Data records:
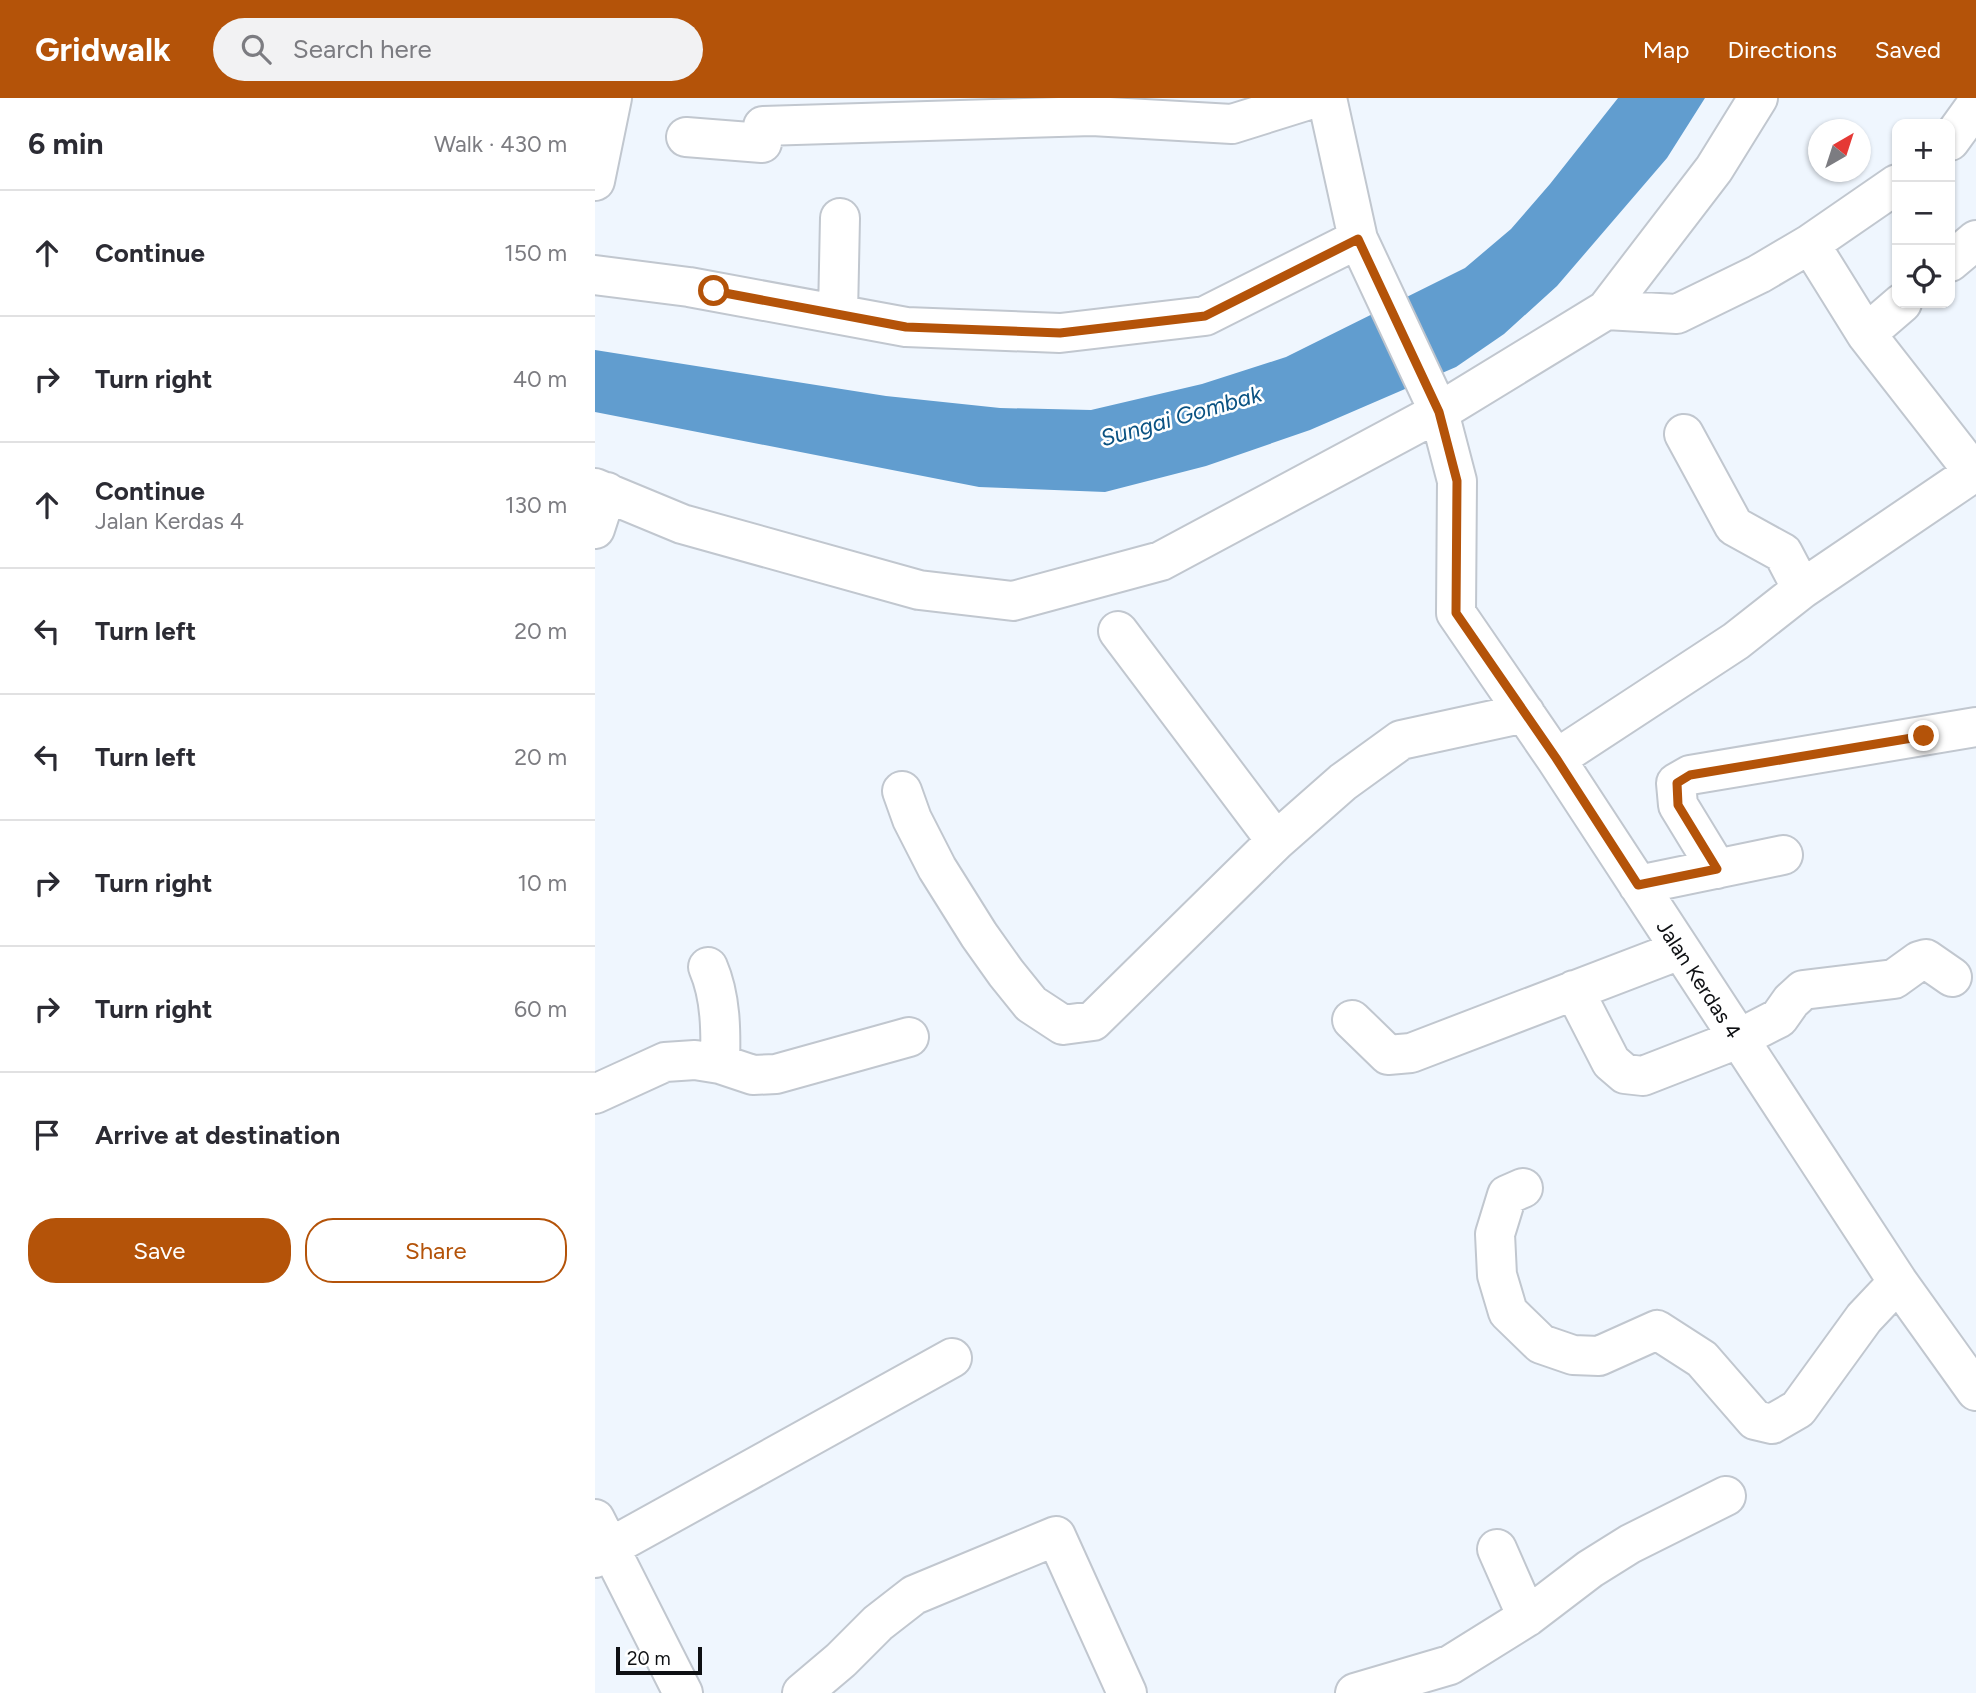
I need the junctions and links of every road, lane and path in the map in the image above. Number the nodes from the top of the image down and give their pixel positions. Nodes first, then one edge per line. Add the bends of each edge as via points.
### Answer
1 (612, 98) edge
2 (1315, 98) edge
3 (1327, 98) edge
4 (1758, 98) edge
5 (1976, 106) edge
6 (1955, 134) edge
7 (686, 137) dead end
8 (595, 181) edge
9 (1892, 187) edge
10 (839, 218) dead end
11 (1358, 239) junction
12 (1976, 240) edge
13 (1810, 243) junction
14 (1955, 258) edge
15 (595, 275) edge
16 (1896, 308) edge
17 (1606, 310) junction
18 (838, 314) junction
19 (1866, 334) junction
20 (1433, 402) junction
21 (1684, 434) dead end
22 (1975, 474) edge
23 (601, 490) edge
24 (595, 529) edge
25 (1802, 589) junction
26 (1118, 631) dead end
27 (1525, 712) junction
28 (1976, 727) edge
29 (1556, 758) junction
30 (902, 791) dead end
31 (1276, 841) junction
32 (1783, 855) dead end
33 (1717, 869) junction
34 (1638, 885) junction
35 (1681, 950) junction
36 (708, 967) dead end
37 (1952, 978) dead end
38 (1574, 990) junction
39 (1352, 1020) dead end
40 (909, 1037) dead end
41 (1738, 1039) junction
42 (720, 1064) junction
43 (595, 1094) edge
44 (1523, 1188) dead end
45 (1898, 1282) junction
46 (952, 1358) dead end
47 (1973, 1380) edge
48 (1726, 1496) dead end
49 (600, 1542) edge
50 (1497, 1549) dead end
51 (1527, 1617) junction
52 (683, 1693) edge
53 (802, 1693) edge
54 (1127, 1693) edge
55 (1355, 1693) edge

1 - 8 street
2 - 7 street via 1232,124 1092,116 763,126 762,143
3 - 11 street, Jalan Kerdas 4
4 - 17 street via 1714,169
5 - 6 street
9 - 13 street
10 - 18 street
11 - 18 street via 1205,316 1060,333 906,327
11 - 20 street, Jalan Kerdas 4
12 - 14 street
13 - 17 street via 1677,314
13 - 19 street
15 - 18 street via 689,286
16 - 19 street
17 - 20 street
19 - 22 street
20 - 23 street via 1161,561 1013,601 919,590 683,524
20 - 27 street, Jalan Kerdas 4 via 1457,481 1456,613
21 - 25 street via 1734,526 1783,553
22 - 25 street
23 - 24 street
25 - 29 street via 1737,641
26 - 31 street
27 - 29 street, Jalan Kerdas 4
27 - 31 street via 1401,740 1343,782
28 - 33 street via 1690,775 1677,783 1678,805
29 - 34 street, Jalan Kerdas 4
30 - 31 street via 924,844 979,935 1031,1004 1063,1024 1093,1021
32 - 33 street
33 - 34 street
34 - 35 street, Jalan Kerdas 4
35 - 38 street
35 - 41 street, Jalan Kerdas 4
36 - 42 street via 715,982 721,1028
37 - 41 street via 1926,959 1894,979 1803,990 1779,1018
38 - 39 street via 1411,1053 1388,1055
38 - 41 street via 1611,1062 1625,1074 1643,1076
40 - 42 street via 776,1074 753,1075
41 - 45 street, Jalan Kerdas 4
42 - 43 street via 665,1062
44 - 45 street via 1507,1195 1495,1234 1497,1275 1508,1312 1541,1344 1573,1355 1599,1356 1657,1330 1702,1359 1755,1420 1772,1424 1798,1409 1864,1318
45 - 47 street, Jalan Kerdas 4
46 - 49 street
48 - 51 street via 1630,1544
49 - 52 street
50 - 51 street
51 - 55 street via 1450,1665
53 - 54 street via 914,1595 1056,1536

---

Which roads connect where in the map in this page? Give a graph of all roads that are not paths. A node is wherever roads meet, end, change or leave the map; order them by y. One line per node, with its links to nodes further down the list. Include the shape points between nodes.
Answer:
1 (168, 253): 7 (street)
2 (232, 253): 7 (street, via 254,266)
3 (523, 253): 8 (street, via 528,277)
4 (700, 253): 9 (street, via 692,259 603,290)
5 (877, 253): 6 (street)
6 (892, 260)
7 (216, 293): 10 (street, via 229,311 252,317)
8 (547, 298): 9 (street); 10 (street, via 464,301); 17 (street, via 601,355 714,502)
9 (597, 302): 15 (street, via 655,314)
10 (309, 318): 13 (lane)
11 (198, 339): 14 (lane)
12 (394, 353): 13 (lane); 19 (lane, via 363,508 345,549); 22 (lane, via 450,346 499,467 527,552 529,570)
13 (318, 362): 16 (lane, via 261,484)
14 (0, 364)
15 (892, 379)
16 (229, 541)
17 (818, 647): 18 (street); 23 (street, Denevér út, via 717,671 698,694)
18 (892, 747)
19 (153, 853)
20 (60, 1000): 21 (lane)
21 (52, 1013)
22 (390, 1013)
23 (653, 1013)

* * *

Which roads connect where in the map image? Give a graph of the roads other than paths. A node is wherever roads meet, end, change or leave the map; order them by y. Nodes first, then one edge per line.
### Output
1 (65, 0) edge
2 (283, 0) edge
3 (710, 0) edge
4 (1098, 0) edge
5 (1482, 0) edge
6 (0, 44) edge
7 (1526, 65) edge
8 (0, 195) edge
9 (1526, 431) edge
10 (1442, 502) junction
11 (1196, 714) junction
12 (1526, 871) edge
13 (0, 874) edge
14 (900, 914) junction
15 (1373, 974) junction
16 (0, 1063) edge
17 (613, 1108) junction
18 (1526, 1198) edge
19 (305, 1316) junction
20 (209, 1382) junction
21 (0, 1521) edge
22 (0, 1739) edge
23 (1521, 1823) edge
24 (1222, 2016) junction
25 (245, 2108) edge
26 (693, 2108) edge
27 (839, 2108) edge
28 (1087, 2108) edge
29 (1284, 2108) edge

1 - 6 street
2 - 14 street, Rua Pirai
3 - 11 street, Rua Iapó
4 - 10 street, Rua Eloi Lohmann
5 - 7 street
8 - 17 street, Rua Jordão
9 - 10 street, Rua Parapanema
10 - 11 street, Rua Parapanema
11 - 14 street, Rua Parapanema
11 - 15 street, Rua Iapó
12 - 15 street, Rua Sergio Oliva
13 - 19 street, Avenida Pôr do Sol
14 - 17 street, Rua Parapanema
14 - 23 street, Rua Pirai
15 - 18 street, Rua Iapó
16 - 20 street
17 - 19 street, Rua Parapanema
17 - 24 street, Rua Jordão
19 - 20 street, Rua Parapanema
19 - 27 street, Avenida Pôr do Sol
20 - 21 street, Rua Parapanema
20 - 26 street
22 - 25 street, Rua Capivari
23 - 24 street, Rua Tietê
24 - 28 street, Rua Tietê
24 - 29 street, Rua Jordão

> _PROBLEM REQUIREMENTS_: Where in the entries does the word "roads" occur? Copy out each line that has it.

> _EXERCISE OUTPUT_:
Which roads connect where in the map in this page? Give a graph of all roads that are not paths. A node is wherever roads meet, end, change or leave the map; order them by y. One line per node, with its links to nodes further down the list. Include the shape points between nodes.
Which roads connect where in the map image? Give a graph of the roads other than paths. A node is wherever roads meet, end, change or leave the map; order them by y. Nodes first, then one edge per line.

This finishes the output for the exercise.